Roboskî’de 14 yıl: ‘Vatan sağ olsun’ değil, adalet sağlansın!
- 09:02 27 Aralık 2025
- Güncel
Neslihan Kardaş
ŞIRNEX - Katliamın ardından derin bir sessizliğe bürünen Roboski’de kadınlar, yaşamın eskisi gibi olmadığını belirterek, “ ‘Vatan sağ olsun’ demiyoruz, adalet olsun diyoruz. Şimdi ise gözümüz barışın yolunu gözlüyor. Belki barış sağlanır ve adalet yerini bulur” dedi.

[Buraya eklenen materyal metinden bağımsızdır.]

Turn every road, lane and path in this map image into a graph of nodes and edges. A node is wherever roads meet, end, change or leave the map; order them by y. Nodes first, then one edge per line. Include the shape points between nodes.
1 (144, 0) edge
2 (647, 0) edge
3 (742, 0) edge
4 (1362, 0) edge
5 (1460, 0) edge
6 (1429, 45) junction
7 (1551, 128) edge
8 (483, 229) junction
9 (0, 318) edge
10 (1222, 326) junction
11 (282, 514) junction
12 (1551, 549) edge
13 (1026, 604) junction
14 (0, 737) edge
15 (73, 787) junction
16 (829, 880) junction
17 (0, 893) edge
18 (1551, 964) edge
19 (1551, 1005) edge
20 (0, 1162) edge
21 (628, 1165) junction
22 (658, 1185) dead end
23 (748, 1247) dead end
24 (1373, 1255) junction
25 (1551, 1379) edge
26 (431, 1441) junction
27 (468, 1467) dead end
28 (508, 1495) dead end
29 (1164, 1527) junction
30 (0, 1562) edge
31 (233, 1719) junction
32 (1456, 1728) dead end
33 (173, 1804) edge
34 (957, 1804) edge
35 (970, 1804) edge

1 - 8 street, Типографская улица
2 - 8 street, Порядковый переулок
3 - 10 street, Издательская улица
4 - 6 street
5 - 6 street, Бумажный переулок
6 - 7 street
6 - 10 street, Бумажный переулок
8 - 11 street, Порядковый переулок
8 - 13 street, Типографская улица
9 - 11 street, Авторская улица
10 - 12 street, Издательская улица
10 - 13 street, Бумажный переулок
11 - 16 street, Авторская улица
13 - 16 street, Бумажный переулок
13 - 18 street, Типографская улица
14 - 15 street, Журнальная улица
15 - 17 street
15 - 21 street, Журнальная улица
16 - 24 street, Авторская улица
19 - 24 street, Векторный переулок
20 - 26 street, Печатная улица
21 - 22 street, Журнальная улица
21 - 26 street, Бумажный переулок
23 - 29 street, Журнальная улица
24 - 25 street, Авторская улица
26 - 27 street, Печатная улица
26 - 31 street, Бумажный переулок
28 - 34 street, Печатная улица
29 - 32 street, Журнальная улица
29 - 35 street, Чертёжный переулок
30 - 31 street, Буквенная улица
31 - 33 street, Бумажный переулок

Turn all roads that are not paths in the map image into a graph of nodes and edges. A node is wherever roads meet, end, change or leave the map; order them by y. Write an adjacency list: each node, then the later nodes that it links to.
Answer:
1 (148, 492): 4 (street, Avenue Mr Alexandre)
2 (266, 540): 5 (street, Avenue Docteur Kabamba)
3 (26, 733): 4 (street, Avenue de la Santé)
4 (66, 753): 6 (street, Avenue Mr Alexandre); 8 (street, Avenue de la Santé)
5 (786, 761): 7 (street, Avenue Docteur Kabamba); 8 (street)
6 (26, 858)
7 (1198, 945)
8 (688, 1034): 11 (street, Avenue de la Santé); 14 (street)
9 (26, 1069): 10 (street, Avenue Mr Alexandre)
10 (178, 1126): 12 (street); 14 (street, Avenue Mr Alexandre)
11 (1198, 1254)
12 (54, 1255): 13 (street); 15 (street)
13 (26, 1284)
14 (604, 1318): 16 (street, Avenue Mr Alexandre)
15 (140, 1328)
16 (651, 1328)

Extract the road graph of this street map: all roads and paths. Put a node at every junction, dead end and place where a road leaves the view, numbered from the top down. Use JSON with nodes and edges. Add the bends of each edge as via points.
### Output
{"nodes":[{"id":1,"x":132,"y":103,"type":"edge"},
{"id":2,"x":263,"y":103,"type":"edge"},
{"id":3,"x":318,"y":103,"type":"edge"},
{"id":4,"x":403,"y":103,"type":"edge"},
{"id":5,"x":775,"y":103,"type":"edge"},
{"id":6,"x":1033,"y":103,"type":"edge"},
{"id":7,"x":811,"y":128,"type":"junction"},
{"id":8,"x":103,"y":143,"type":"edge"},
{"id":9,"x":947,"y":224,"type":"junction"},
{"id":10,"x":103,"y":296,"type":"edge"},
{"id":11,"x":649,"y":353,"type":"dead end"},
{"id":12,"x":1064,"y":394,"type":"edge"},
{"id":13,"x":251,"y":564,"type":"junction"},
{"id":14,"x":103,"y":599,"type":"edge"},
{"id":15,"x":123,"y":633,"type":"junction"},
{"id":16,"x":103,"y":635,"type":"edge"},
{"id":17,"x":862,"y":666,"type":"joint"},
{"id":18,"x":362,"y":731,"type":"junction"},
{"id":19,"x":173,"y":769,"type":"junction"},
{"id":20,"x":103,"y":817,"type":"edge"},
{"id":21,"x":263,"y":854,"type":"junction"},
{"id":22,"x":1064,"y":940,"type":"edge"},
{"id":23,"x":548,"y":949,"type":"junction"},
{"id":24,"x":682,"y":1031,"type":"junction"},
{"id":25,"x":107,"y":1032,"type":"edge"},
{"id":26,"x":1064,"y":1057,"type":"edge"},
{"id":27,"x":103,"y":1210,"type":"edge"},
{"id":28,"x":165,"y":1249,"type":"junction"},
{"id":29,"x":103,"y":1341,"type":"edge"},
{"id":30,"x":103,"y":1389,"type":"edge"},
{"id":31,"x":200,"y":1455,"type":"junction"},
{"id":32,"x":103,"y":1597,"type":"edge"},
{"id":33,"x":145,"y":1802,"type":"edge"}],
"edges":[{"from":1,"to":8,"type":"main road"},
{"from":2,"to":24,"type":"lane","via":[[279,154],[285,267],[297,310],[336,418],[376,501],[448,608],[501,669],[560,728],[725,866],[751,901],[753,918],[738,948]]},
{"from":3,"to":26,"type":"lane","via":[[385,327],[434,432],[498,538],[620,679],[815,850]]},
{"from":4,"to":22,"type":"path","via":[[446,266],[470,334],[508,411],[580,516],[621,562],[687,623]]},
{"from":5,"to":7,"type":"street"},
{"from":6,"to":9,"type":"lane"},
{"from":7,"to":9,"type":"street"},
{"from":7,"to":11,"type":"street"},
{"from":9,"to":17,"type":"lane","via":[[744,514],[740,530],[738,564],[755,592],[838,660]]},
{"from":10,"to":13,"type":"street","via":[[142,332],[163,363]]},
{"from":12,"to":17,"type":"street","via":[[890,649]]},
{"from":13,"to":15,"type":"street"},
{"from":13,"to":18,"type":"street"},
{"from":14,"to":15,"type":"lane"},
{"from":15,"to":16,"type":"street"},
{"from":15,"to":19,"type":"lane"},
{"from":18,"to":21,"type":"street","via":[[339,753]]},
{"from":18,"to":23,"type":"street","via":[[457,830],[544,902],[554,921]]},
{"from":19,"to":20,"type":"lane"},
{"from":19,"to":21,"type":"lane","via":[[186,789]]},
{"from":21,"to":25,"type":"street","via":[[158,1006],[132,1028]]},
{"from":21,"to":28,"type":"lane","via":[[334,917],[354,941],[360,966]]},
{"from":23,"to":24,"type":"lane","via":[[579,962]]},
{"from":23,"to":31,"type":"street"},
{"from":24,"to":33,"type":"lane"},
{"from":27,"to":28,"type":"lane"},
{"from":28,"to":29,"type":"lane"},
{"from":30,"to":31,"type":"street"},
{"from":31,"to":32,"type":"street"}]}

Şirnex’in (Şırnak) Qileban (Uludere) ilçesi Bujeh (Gülyazı) ve Roboskî (Ortasu) köyü sınır hattında 28 Aralık 2011 gecesi saat 21.39 ile 22.30 arasında Türkiye savaş uçakları ile sınır ticareti yapanlara yönelik bombardıman gerçekleştirdi. Bu bombardımanda, 34 kişi katledildi. Herkesin hafızasına Roboski katliamı olarak kazınan katliamın üzerinden 14 yıl geçti. İstihdam alanlarının olmaması, işsizlik, ekonomik koşullar nedeniyle sınır ticareti yapan köylülerin çoğu öğrenci olan çocukları okul ihtiyaçlarını almak, evlerine birkaç kilo, çay, şeker getirmek için çıktıkları yoldan bir daha dönemediler. O günden sonra Roboski’de belki de hayat hiçbir zaman eskisi gibi olmadı.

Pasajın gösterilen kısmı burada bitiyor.